We are registering the resale of shares of common stock and warrants as
required by (i) an amended and restated registration rights agreement, dated as of June 22, 2021 (the Registration Rights Agreement), entered into by and among Talkspace, Inc., Sponsor and certain former stockholders of Old
Talkspace and (ii) the subscription agreements entered into by and between HEC and certain qualified institutional buyers and accredited investors relating to the purchase of shares of common stock in private placements consummated in
connection with the Business Combination.
We are also registering (i) the resale of other shares of common stock held by certain of
our shareholders and (ii) the resale of shares of common stock issued or reserved for issuance upon the exercise of options to purchase shares of common stock held by certain of our current and former employees and directors.

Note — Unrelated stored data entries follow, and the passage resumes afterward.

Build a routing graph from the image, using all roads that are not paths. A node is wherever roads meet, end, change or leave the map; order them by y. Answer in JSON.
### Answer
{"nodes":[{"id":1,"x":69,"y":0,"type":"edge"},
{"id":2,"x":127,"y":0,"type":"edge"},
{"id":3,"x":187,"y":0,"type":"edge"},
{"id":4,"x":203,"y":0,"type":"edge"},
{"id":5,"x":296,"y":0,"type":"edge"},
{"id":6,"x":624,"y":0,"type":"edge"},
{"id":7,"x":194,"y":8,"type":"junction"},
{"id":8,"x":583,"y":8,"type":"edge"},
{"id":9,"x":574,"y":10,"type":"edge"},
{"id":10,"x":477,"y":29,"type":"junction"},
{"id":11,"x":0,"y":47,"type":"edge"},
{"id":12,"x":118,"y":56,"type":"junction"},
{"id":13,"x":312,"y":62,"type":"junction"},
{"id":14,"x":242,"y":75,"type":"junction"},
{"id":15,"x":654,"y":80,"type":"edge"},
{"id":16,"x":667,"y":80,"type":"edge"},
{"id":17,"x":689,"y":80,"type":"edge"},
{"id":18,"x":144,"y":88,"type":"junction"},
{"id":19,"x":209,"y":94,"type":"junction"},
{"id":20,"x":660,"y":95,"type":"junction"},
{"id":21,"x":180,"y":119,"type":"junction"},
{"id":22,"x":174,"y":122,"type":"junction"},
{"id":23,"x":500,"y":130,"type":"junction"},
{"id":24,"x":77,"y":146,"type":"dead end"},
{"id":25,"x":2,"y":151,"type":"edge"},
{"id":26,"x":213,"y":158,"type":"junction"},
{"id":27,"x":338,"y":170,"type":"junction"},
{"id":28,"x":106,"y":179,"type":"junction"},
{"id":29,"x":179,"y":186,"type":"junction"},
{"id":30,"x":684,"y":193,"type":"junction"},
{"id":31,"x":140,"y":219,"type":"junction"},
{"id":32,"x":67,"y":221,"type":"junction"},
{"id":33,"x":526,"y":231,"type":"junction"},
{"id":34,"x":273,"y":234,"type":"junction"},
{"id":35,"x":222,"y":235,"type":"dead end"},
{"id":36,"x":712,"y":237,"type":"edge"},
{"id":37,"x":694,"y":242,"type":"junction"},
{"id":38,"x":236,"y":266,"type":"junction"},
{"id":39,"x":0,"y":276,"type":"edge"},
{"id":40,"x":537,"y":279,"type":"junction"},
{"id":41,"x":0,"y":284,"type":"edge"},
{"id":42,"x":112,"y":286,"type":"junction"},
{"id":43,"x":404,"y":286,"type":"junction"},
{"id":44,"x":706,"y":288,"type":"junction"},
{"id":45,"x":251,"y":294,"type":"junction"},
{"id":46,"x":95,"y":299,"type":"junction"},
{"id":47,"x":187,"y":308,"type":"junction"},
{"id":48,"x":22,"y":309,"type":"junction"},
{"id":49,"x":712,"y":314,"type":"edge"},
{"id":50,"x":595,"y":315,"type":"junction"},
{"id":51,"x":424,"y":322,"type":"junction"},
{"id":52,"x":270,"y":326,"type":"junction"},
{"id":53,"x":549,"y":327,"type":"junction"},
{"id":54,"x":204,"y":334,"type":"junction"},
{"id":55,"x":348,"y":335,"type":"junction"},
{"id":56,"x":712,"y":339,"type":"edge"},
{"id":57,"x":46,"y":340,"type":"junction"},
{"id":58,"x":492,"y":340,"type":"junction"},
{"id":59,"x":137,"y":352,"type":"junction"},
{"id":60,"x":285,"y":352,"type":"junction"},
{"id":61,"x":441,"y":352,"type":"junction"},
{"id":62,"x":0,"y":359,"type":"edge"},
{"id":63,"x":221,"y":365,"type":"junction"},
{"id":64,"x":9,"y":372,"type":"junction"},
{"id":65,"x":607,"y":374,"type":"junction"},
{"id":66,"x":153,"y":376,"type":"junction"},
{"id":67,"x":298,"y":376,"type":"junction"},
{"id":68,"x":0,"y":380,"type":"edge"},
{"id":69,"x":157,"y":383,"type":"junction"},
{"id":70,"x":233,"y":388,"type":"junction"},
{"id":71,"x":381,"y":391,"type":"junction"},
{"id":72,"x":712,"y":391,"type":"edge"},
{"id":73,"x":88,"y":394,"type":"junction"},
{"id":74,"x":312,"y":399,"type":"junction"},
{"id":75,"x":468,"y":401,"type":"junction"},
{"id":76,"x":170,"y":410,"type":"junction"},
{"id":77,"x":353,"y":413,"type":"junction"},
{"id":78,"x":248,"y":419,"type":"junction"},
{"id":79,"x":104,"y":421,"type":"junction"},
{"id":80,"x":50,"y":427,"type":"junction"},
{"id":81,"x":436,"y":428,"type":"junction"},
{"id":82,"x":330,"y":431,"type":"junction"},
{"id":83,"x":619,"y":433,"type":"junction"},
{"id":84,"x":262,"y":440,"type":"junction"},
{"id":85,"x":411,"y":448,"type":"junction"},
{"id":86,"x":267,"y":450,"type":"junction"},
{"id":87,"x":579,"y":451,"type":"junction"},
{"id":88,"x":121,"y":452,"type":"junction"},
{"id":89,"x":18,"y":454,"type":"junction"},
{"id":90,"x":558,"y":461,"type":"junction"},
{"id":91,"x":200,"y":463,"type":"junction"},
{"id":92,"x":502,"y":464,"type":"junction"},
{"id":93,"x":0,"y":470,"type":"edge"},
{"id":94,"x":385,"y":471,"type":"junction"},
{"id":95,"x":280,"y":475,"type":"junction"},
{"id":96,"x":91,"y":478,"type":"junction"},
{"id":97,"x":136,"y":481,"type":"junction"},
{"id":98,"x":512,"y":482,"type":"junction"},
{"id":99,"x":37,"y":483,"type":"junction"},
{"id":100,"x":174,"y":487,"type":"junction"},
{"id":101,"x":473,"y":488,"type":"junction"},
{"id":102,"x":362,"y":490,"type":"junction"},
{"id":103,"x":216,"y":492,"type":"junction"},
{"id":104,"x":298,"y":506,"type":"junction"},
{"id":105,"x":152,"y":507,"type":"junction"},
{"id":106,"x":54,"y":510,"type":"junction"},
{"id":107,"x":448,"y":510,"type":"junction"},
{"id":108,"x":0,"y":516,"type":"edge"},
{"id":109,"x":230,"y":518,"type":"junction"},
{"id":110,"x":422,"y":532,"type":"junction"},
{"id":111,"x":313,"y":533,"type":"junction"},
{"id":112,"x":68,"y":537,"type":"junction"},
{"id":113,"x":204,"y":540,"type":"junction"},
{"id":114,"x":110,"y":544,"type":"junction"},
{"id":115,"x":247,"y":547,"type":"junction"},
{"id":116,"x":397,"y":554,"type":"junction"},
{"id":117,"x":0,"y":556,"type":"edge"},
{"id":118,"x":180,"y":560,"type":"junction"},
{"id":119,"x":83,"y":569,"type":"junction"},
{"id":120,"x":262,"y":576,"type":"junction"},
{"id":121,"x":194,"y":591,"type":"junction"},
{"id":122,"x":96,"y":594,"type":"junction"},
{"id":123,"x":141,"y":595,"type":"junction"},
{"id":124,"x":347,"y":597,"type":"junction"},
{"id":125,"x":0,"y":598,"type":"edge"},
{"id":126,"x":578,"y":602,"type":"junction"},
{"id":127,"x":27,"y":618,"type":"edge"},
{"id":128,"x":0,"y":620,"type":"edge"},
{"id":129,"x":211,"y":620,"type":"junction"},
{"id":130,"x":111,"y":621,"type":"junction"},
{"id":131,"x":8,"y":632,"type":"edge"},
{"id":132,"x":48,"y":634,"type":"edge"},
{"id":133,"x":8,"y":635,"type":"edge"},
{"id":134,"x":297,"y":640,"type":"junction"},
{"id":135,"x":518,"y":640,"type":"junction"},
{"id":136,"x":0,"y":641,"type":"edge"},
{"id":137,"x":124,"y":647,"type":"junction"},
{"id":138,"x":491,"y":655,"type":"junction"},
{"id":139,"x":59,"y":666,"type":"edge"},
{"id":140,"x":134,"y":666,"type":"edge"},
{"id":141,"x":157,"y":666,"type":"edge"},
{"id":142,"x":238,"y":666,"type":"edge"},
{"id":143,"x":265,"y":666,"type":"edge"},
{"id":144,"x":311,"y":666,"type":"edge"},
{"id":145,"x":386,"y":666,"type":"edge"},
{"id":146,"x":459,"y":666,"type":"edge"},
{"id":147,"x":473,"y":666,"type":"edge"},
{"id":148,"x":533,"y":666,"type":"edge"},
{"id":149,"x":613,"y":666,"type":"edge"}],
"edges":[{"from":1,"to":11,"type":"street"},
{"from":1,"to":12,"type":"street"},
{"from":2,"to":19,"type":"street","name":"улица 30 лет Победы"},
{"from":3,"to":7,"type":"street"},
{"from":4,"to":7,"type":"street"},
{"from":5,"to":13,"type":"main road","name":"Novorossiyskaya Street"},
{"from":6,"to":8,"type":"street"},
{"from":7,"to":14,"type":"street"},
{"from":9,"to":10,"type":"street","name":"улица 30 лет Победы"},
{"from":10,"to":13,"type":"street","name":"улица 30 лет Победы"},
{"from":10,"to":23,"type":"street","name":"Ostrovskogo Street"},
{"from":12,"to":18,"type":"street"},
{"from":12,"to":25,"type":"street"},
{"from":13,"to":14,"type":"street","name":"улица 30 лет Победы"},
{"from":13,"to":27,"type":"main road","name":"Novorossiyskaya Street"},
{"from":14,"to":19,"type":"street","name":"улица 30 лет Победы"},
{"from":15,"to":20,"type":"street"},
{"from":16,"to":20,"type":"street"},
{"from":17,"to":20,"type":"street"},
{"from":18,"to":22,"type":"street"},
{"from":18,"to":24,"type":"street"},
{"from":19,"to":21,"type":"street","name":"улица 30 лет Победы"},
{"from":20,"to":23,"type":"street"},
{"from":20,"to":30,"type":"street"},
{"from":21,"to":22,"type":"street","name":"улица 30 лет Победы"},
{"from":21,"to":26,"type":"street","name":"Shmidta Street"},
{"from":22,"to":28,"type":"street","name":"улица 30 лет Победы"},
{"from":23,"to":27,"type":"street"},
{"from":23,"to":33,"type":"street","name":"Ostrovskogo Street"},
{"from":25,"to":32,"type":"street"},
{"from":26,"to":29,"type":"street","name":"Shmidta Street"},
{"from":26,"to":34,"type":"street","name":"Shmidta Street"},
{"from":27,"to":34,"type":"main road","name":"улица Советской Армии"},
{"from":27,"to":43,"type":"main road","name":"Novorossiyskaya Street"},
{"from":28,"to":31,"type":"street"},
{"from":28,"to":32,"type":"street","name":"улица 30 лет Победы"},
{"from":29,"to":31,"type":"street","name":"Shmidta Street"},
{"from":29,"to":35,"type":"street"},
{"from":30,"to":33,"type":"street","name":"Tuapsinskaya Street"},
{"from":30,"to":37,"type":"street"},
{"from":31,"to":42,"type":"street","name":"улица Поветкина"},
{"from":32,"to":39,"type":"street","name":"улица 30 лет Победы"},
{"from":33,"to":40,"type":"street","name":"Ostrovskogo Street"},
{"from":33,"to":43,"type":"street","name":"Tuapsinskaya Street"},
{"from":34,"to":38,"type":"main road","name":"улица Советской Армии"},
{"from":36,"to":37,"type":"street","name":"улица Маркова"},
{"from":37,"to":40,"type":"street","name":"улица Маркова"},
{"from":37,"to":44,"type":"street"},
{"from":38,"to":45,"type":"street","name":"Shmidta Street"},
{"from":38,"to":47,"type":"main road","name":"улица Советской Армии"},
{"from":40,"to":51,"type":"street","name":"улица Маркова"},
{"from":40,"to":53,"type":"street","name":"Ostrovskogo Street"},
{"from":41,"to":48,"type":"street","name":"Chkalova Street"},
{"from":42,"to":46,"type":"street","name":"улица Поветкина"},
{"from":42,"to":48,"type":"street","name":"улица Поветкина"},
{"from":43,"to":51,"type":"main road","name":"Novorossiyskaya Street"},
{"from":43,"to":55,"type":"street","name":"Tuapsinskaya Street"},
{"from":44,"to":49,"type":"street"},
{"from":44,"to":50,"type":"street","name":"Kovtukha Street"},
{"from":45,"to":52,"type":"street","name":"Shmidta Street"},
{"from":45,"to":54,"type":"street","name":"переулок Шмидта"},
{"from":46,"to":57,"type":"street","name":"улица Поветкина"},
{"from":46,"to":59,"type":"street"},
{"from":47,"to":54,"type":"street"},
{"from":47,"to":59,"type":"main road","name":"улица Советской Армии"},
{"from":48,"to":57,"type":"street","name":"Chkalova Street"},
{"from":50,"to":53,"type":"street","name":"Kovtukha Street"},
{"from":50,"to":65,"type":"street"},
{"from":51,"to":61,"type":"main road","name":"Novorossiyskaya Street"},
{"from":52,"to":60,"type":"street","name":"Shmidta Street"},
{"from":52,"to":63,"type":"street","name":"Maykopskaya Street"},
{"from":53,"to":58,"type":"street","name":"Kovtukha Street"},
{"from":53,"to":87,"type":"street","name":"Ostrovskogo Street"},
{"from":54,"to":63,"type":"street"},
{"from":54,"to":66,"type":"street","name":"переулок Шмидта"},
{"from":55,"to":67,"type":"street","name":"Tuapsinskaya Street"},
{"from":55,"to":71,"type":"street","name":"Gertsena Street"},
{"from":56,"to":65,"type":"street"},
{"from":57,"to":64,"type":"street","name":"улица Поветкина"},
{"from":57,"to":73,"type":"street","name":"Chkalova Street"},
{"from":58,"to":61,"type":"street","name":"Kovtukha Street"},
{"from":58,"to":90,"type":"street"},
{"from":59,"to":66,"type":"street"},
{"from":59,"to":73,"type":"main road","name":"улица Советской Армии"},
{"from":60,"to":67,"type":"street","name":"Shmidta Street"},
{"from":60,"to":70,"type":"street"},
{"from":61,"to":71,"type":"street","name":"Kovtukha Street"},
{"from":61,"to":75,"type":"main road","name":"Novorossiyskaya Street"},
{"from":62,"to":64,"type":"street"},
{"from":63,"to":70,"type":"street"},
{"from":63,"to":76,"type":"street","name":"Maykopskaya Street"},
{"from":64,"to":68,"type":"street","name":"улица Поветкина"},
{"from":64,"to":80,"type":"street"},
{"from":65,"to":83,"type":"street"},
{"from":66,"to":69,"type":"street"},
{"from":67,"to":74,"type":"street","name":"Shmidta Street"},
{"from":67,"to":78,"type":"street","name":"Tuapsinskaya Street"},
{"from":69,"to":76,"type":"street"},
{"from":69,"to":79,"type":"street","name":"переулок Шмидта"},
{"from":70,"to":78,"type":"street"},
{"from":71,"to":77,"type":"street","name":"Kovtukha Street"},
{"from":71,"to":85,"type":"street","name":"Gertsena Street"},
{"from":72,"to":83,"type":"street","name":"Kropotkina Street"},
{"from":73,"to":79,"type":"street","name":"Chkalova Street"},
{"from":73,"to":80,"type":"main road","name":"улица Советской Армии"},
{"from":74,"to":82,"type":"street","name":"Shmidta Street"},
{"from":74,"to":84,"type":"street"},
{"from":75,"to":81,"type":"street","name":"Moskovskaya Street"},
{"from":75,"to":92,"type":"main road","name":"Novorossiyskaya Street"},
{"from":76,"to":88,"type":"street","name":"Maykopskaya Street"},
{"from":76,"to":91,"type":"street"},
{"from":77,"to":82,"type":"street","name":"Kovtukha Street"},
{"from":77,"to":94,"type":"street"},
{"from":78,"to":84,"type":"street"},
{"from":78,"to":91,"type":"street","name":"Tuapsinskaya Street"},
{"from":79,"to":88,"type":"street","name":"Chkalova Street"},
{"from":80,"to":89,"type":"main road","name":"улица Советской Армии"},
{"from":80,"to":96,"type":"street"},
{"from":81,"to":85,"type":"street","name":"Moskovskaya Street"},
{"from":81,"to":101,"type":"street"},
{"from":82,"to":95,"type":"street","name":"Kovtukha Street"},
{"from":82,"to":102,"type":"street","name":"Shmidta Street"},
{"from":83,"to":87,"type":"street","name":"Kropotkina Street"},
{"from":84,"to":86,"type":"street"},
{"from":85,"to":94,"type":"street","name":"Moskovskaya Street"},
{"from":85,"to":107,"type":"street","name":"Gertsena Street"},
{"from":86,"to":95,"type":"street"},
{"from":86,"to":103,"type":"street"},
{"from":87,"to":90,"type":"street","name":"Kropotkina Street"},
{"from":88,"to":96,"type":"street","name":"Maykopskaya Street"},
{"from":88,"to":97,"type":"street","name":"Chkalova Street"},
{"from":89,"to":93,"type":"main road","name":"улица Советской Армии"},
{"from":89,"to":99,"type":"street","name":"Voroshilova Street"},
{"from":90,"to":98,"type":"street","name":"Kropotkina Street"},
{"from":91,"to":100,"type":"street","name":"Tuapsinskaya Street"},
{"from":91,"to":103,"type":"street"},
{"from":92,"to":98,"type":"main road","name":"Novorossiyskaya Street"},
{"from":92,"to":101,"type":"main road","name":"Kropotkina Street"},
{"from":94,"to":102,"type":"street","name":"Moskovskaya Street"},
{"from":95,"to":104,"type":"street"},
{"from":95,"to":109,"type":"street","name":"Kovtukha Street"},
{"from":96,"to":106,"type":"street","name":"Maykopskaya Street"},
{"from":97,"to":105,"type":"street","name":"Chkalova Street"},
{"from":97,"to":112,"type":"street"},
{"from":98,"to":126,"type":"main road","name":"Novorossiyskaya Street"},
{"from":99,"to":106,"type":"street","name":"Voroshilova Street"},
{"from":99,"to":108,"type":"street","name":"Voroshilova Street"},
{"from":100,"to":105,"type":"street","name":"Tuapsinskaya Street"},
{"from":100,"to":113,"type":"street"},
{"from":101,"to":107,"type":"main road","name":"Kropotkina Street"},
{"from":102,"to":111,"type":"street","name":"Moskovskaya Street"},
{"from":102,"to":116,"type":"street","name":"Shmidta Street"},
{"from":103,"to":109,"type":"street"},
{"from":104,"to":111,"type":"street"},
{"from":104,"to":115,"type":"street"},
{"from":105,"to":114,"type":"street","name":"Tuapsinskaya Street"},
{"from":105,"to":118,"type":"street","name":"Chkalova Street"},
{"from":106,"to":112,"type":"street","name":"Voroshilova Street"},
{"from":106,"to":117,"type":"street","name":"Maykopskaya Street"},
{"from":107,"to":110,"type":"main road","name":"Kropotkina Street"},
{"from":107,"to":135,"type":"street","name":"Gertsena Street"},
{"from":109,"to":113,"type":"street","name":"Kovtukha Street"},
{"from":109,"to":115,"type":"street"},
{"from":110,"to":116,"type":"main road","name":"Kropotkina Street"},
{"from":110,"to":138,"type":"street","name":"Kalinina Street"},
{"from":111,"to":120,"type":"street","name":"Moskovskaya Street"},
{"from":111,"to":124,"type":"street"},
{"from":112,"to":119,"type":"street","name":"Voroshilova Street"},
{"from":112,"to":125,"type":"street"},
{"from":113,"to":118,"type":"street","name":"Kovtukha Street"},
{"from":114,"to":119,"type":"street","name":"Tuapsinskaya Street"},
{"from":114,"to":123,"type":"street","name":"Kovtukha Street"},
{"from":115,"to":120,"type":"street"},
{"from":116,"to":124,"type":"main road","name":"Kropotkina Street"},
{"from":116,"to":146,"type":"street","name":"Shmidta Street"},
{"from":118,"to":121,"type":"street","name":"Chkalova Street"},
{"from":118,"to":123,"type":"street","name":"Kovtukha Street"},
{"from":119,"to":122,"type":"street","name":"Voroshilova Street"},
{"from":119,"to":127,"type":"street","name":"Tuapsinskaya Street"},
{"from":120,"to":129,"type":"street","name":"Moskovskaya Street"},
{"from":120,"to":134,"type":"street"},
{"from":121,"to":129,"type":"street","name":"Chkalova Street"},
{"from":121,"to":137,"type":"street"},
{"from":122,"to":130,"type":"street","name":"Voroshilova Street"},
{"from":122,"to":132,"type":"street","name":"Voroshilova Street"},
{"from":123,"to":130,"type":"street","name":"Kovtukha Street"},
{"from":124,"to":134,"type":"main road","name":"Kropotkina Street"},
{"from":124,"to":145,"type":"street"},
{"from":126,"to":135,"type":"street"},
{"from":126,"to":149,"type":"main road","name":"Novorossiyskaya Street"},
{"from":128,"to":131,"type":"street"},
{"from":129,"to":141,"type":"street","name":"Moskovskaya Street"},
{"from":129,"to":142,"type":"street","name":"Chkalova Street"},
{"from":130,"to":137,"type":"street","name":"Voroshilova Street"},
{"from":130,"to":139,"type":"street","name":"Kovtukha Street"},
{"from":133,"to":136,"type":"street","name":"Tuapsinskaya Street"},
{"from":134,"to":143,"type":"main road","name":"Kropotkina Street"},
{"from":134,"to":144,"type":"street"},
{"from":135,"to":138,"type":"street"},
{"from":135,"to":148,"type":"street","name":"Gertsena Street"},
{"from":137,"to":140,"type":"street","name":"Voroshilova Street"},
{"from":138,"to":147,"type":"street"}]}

We will receive the proceeds from any exercise of the warrants or options for cash, but not from the resale of the shares of common stock or
warrants registered hereby by the Selling Securityholders.
We will bear all costs, expenses and fees in connection with the registration
of the shares of common stock and warrants. The Selling Securityholders will bear all commissions and discounts, if any, attributable to their respective sales of the shares of common stock and warrants.
Our common stock trades on the Nasdaq Stock Exchange (the Nasdaq) under the ticker symbol TALK and our warrants trade
on the Nasdaq under the ticker symbol TALKW. On March 14, 2022, the closing sale price of our common stock as reported by Nasdaq was $1.33 per share and the closing price of our warrants was $0.18 per warrant.
Investing in shares of our common stock or warrants involves risks that are described in the Risk
Factors section beginning on page 5 of this prospectus.
Neither the Securities and Exchange Commission (the
SEC) nor any state securities commission has approved or disapproved of the securities to be issued under this prospectus or determined if this prospectus is truthful or complete. Any representation to the contrary is a criminal offense.
The date of this prospectus is March 14, 2022.